Antonio Salviati (18 March 1816 – 25 January 1890) was an Italian glass manufacturer and founder of the Salviati family firm.

Biography 
A native of Vicenza, Salviati was a lawyer who became interested in glass work after participating in restorations being done on the mosaics of Saint Mark's Cathedral in Venice. He opened his first glass business in 1859 with Lorenzo Radi, and this firm produced the mosaic glass for the altar screen for the high altar of Westminster Abbey. In 1876, he left this business to establish a new firm which executed the mosaic decoration of the dome of Aachen Cathedral. The designs of this cathedral were based on the ideas of the Belgian architect Jean-Baptiste de Bethune. The Victorian period saw Salviati turn glass pieces, a former staple of wealth only enjoyed by a few, into ornamental pieces seen by millions throughout the homes and parlors of Italy.

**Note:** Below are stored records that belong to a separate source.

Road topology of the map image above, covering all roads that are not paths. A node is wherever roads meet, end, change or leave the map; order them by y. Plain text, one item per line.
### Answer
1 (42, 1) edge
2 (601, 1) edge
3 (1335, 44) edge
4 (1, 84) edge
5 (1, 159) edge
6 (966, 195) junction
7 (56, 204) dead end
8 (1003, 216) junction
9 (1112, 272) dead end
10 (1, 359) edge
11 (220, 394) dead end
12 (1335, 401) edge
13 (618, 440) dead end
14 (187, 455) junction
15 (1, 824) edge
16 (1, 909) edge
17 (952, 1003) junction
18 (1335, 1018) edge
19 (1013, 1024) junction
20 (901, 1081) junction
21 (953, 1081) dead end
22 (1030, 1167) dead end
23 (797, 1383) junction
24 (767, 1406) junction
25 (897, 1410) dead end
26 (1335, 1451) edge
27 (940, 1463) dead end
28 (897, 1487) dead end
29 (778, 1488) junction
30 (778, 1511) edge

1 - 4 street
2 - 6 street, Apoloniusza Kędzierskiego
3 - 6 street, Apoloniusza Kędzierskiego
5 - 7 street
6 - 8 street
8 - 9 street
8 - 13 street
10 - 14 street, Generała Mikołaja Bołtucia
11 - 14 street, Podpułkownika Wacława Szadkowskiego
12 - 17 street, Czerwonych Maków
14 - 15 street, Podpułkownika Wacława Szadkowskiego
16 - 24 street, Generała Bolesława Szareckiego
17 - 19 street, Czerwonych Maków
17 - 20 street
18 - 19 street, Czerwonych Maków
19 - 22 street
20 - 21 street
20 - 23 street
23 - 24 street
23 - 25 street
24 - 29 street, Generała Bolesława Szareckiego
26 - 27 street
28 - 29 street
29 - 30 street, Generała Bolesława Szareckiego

During 1866, Antonio Salviati founded Compagnia Venezia Murano with British diplomat and archaeologist Austen Henry Layard. Pauly & C. - Compagnia Venezia Murano has continued to be an important producer of Venetian art glass.

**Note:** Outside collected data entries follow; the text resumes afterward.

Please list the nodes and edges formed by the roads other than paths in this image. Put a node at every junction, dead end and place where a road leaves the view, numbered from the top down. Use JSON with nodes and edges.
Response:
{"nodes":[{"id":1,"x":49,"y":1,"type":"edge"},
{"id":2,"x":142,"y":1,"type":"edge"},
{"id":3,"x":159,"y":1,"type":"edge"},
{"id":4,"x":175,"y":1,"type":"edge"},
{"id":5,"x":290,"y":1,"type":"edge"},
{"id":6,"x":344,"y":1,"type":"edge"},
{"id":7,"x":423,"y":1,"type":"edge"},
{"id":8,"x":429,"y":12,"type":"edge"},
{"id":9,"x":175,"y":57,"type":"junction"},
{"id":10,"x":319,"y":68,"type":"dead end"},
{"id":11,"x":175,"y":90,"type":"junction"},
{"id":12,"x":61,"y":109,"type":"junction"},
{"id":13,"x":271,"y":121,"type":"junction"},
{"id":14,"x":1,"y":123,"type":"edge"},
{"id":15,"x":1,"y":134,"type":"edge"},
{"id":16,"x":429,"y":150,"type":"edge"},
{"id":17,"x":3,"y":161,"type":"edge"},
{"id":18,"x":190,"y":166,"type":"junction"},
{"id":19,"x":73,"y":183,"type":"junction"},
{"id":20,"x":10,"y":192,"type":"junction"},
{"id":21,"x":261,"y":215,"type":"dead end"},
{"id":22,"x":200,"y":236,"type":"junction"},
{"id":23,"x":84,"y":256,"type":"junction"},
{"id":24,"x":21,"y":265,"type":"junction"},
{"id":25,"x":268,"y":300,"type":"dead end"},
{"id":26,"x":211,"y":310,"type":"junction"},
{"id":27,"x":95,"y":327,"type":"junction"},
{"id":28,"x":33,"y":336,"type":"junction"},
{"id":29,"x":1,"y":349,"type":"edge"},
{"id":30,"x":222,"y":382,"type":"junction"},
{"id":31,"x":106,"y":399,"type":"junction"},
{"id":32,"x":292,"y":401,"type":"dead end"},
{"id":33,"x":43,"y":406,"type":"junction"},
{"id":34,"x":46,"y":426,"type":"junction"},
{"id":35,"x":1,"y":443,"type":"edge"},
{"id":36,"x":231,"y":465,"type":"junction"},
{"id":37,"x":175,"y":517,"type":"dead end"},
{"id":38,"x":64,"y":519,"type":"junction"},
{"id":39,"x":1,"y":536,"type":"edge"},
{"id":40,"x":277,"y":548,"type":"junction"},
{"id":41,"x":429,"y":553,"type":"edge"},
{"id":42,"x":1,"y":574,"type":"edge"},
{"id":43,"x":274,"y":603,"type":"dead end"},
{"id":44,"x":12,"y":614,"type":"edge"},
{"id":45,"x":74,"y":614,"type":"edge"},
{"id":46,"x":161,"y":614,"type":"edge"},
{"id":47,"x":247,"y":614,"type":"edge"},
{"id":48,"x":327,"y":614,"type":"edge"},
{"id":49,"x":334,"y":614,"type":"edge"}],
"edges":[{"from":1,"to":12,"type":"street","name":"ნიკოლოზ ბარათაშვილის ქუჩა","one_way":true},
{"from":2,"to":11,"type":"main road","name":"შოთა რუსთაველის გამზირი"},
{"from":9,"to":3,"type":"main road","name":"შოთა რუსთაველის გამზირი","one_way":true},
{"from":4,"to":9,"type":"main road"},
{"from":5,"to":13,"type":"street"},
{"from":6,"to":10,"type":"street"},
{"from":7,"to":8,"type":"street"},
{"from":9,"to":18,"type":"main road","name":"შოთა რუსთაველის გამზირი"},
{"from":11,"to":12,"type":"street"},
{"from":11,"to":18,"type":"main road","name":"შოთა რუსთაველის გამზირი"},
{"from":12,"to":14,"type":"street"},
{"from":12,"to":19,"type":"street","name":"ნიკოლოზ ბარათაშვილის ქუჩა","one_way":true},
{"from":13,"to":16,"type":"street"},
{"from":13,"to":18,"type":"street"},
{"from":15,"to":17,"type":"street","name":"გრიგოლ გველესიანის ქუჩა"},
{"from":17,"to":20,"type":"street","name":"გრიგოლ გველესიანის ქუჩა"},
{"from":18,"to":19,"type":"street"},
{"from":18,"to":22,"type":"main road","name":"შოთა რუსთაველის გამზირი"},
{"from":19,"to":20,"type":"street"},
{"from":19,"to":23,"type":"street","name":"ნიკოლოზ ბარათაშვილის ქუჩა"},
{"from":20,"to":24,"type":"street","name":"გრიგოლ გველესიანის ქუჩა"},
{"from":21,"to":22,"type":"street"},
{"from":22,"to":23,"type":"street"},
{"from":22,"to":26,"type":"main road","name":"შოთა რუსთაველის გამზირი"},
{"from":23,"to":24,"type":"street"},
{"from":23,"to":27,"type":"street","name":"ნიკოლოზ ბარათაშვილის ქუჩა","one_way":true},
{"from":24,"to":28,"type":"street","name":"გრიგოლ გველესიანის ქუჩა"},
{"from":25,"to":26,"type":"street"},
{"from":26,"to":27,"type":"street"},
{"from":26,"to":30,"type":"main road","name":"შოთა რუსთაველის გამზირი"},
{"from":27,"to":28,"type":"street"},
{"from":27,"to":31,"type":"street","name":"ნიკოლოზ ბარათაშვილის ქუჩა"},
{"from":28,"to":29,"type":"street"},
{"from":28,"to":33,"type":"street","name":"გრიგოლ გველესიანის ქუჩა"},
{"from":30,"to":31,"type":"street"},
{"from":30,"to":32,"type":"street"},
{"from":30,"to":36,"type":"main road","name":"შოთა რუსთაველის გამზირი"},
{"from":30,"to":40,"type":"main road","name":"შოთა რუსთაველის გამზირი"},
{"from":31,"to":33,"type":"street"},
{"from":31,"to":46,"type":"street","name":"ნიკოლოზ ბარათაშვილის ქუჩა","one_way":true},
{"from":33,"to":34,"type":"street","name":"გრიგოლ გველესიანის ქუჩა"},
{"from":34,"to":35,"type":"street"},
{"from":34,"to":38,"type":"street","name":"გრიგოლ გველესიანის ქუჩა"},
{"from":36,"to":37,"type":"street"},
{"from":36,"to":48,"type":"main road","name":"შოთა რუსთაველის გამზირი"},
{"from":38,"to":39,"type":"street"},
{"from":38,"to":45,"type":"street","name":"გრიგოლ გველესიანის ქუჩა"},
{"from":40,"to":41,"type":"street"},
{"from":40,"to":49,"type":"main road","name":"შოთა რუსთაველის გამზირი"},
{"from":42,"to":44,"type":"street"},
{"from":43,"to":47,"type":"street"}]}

Of particular historical relevance is the mosaic portrait of President Abraham Lincoln, which can be viewed today in the Senate House rooms in the United States, produced by Compagnia Venezia Murano and donated by Antonio Salviati in 1866.

Murano had been a centre of fine glasswork since the Middle Ages (producing the glass that bore its name), but the pieces were lavish and expensive specialty pieces that only the wealthy could afford. Salviati changed the face of the business by becoming the first glass factory owner to employ a large number of skilled workers to mass-produce glass intended for export. The Victorian period saw Salviati turn glass pieces, a former staple of wealth enjoyed by a few, into ornamental pieces seen by millions throughout the homes and parlors of Italy. This re-established Murano as a centre for glass manufacture.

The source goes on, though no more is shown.